Today, most men who seek to follow that guidance find the roads they would like to follow hedged in, toll-gated, detoured, and blind-ended in ways too numerous to mention. The Invisible Hand of a universal principle has been superseded by the visible hands of business executives, labor organization executives, and public administrators. These hands must make the right moves or disaster will follow. These moves must be controlled by sound understanding of theeconomic forces with which they deal. They must be based on continuous scientific analysis of the succeeding situations as they emerge. Above all, they must be made harmonious and consistent one with another.
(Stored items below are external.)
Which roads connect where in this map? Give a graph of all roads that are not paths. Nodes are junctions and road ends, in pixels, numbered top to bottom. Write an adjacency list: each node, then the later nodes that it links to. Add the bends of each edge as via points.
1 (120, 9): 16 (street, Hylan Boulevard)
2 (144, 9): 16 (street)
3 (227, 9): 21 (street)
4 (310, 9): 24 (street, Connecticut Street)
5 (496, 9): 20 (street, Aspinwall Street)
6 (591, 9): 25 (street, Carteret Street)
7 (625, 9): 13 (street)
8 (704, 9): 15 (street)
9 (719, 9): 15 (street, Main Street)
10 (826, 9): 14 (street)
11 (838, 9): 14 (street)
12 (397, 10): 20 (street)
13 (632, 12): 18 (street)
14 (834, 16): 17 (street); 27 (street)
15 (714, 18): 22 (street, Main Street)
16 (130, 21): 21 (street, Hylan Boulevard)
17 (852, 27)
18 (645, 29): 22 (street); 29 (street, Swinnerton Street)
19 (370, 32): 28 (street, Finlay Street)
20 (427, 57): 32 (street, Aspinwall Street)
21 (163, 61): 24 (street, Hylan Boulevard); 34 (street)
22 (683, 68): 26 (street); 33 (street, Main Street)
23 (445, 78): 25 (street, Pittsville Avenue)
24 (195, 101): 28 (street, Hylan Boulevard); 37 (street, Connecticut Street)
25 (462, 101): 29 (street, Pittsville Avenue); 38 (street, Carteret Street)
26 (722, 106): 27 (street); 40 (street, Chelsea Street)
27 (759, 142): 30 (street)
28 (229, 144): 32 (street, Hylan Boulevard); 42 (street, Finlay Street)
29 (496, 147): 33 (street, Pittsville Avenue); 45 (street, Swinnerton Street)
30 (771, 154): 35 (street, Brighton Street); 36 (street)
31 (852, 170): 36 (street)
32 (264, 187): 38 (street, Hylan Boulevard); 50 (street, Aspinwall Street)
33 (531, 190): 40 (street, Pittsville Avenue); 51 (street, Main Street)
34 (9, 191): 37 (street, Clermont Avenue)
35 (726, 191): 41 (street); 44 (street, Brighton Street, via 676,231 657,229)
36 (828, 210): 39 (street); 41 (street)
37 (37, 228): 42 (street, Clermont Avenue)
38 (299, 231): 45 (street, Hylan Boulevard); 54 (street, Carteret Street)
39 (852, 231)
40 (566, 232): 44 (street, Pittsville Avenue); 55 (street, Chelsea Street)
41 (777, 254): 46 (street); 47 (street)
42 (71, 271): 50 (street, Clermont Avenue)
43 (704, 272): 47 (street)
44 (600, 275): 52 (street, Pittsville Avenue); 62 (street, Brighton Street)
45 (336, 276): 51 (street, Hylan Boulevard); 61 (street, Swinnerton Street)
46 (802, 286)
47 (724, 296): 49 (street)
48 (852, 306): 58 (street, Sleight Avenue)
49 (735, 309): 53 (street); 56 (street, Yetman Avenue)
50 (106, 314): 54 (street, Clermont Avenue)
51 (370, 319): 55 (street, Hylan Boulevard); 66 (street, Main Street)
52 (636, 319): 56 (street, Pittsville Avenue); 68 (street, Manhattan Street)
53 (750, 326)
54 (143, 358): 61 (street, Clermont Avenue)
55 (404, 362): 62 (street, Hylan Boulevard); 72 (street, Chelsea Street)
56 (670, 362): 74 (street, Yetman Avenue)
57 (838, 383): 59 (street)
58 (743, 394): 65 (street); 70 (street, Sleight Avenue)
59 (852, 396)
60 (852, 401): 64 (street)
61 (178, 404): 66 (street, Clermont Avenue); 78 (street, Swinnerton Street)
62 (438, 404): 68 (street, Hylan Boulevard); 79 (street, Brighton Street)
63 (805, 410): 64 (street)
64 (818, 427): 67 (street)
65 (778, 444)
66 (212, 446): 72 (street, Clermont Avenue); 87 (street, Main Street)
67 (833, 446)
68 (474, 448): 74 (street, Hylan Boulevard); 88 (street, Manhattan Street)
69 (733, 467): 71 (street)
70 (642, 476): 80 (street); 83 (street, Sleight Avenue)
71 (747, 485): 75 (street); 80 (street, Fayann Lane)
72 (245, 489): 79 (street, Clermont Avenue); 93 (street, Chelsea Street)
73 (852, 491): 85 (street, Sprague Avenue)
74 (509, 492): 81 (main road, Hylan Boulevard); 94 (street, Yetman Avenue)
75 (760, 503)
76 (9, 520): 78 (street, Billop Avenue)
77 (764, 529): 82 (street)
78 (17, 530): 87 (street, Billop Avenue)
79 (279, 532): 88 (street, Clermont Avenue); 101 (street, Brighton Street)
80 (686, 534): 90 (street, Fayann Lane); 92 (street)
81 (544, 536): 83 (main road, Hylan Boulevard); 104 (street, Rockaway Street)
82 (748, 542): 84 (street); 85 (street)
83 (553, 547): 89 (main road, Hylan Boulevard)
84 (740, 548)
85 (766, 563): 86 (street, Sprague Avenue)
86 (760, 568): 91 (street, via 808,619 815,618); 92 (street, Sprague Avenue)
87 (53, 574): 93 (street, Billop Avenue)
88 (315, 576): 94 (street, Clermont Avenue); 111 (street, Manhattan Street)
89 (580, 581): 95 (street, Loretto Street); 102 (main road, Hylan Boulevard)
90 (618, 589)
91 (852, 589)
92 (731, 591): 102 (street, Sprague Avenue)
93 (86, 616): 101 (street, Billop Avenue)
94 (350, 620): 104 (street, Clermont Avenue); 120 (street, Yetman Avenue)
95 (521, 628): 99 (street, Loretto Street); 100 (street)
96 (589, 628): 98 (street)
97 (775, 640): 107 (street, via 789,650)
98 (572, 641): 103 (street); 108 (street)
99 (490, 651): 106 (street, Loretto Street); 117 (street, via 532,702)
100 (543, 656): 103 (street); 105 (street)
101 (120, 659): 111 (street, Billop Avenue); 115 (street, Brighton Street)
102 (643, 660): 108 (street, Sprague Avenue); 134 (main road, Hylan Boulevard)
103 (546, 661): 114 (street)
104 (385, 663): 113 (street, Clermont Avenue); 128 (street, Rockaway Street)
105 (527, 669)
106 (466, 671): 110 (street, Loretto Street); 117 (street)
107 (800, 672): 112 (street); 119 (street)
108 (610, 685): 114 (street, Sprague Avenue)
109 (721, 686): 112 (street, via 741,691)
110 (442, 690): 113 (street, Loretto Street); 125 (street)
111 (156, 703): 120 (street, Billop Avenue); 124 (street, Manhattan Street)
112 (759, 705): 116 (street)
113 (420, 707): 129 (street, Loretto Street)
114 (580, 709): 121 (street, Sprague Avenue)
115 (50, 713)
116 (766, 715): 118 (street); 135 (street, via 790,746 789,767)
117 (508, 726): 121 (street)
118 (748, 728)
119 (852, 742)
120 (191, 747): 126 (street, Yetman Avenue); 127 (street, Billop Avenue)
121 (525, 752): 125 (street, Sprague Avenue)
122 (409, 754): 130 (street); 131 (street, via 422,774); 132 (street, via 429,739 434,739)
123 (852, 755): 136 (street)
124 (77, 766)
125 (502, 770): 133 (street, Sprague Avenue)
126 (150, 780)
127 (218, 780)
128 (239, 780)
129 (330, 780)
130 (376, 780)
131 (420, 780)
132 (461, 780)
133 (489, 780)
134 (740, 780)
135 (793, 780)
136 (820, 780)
As an economic engineer, I have a deep-seated conviction that in the field of actual operation economic life can be carried on more efficiently under private direction than under public direction. It can there be brought to its highest efficiency. The challenge which free enterprise throws down to the businessman is, will it be brought to this level of truly efficient performance? It is not on that plane of performance or even of real intention today. Nor will it be until capital management and labor management are willing to sit down together as equals to formulate the terms of a just partnership. That done, they can demand of government and secure from government (since between them they are the overwhelming voting majority) a useful complementary role of service to internally well-organized industry, with no fear of government overstepping its essential bounds of usefulness.